Transcribe the entries below exactly; leave every image out.

======== Data shown

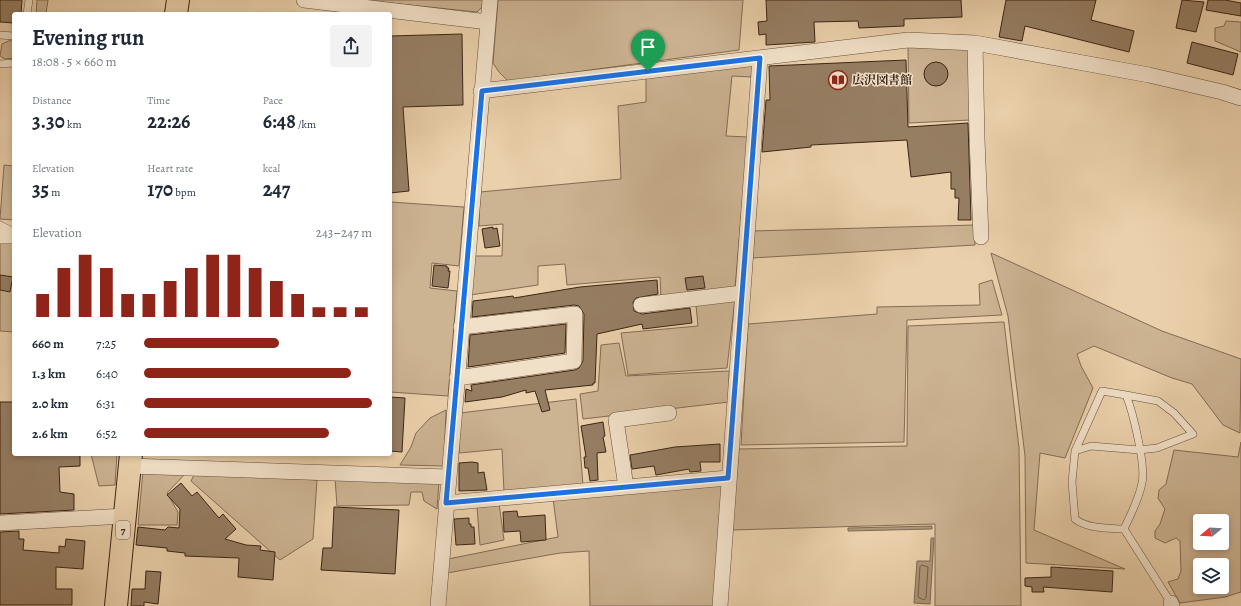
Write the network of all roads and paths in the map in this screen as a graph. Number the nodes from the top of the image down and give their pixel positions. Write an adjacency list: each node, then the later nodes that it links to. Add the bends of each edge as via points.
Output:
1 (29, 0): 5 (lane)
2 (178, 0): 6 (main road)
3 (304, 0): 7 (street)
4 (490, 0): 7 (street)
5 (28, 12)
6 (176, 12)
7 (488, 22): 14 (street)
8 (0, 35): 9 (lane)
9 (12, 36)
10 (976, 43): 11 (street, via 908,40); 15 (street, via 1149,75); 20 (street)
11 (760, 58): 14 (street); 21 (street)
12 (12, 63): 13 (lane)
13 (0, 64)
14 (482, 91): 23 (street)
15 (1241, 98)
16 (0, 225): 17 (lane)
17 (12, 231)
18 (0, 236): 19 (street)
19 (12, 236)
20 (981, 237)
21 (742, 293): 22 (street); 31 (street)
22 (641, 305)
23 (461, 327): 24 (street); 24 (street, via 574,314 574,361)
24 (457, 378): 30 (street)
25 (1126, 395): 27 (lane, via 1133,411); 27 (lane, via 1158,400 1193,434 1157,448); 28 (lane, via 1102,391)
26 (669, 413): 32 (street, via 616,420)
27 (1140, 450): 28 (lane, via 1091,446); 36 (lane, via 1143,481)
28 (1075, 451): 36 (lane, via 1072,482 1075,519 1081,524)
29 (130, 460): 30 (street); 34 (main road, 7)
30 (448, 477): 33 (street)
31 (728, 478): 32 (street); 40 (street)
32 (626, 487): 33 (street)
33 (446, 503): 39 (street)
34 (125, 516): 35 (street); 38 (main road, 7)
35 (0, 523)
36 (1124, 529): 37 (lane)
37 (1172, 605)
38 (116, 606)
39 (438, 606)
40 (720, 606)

================

Answer:
Write the network of all roads and paths in the map in this screen as a graph. Number the nodes from the top of the image down and give their pixel positions. Write an adjacency list: each node, then the later nodes that it links to. Add the bends of each edge as via points.
Output:
1 (29, 0): 5 (lane)
2 (178, 0): 6 (main road)
3 (304, 0): 7 (street)
4 (490, 0): 7 (street)
5 (28, 12)
6 (176, 12)
7 (488, 22): 14 (street)
8 (0, 35): 9 (lane)
9 (12, 36)
10 (976, 43): 11 (street, via 908,40); 15 (street, via 1149,75); 20 (street)
11 (760, 58): 14 (street); 21 (street)
12 (12, 63): 13 (lane)
13 (0, 64)
14 (482, 91): 23 (street)
15 (1241, 98)
16 (0, 225): 17 (lane)
17 (12, 231)
18 (0, 236): 19 (street)
19 (12, 236)
20 (981, 237)
21 (742, 293): 22 (street); 31 (street)
22 (641, 305)
23 (461, 327): 24 (street); 24 (street, via 574,314 574,361)
24 (457, 378): 30 (street)
25 (1126, 395): 27 (lane, via 1133,411); 27 (lane, via 1158,400 1193,434 1157,448); 28 (lane, via 1102,391)
26 (669, 413): 32 (street, via 616,420)
27 (1140, 450): 28 (lane, via 1091,446); 36 (lane, via 1143,481)
28 (1075, 451): 36 (lane, via 1072,482 1075,519 1081,524)
29 (130, 460): 30 (street); 34 (main road, 7)
30 (448, 477): 33 (street)
31 (728, 478): 32 (street); 40 (street)
32 (626, 487): 33 (street)
33 (446, 503): 39 (street)
34 (125, 516): 35 (street); 38 (main road, 7)
35 (0, 523)
36 (1124, 529): 37 (lane)
37 (1172, 605)
38 (116, 606)
39 (438, 606)
40 (720, 606)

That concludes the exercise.